ここに来たばかりの頃は、寿々花さんが誰と出掛けようと、何処に行こうと無関心だったのに。

円城寺…元婚約者の存在だって…。

俺がこの家に連れてこられたのは、大人達が勝手に決めたこと。

好きで一緒に暮らしてるんじゃない。寿々花さんと。

だから、もし円城寺が出しゃばってきて、もう一度円城寺が寿々花さんの婚約者に戻ろうとしているのなら。

それは俺にとって、願ったり叶ったりなのでは?

…それなのに、今の俺は何だ。

円城寺が寿々花さんを連れて、ドヤ顔で街を歩いているところを想像しただけで。

円城寺の横っ面、ぶん殴りたくなる。

…この心境の変化は何なんだ。

「本人は自覚なし…ですか」

「ま、しゃーねーだろ。星見の兄さん、童貞かよって思うくらいウブだもんなー」

雛堂にめちゃくちゃ失礼なこと言われてるはずなのに、俺の耳には届いていなかった。

俺が寿々花さんを…す…。…なんてとんでもない。

「別に…。え、円城寺がクソ生意気だから気に食わないだけだよ」

「そうですか。

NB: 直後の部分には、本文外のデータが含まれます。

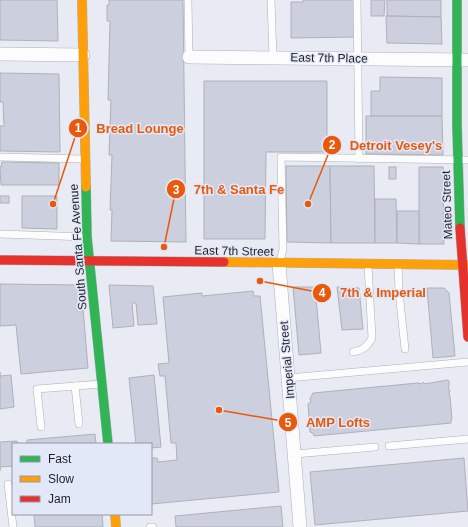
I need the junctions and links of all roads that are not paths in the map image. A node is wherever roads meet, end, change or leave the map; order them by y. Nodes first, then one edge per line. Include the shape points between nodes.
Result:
1 (82, 0) edge
2 (188, 0) edge
3 (271, 0) edge
4 (357, 0) edge
5 (457, 0) edge
6 (0, 54) edge
7 (83, 55) junction
8 (189, 57) joint
9 (273, 58) junction
10 (358, 59) junction
11 (462, 60) edge
12 (0, 157) edge
13 (85, 159) junction
14 (359, 159) junction
15 (458, 160) junction
16 (468, 160) edge
17 (0, 234) edge
18 (87, 238) junction
19 (0, 260) edge
20 (90, 261) junction
21 (279, 264) junction
22 (368, 265) junction
23 (398, 265) junction
24 (465, 265) edge
25 (468, 337) edge
26 (406, 349) dead end
27 (353, 352) dead end
28 (468, 362) edge
29 (288, 378) junction
30 (102, 383) junction
31 (75, 386) junction
32 (79, 424) dead end
33 (41, 427) dead end
34 (468, 439) edge
35 (108, 443) edge
36 (389, 446) dead end
37 (375, 447) dead end
38 (294, 454) junction
39 (8, 484) dead end
40 (115, 515) edge
41 (13, 527) edge
42 (116, 527) edge
43 (300, 527) edge

1 - 7 main road, South Santa Fe Avenue
2 - 8 lane
3 - 9 lane
4 - 10 lane
5 - 11 main road, Mateo Street
6 - 7 street
7 - 13 main road, South Santa Fe Avenue
8 - 9 street, East 7th Place
9 - 10 street, East 7th Place
10 - 11 street, East 7th Place
10 - 14 lane
11 - 15 main road, Mateo Street
12 - 13 lane
13 - 18 main road, South Santa Fe Avenue
14 - 15 lane
14 - 21 lane via 281,157 283,249
15 - 16 lane
15 - 24 main road, Mateo Street
17 - 18 lane
18 - 20 main road, South Santa Fe Avenue
19 - 20 main road, East 7th Street
20 - 21 main road, East 7th Street
20 - 30 main road, South Santa Fe Avenue
21 - 22 main road, East 7th Street
21 - 29 street, Imperial Street
22 - 23 main road, East 7th Street
22 - 27 lane via 372,338 362,350
23 - 24 main road, East 7th Street
23 - 26 lane
24 - 25 main road, Mateo Street
28 - 29 lane
29 - 38 street, Imperial Street
30 - 31 lane
30 - 35 main road, South Santa Fe Avenue
31 - 32 lane
31 - 33 lane via 37,390
34 - 36 lane
37 - 38 lane
38 - 43 street, Imperial Street
39 - 41 lane
40 - 42 main road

まぁ、そういうことにしておきましょう」

何だよ、その言い方は。

「ただ、自分の思いはきちんと自覚し、素直に伝えるべきですよ。…まだ、それが出来るうちにね」

と、乙無。

「本当に大事なものっていうのは、失ってから初めて気づくものですからね。後になって後悔しないように」

月並みなこと言われてるだけなのに。

…何だか、妙に言葉に言葉に重みがあるって言うか…。

「まぁ、それが出来ないのが人間って生き物なんですけどね」

「やべぇ。乙無の兄さんが珍しく、格好良いこと言ってんぞ。まるで邪神の眷属みたいだ」

「まるで、じゃなくてそうなんですよ」

自分の思いを素直に…か。

…口で言うほど、簡単に出来るかよ。

だけど…もし、今抱いている気持ちが、俺の素直な気持ちなのだとしたら…。

俺は、寿々花さんに…。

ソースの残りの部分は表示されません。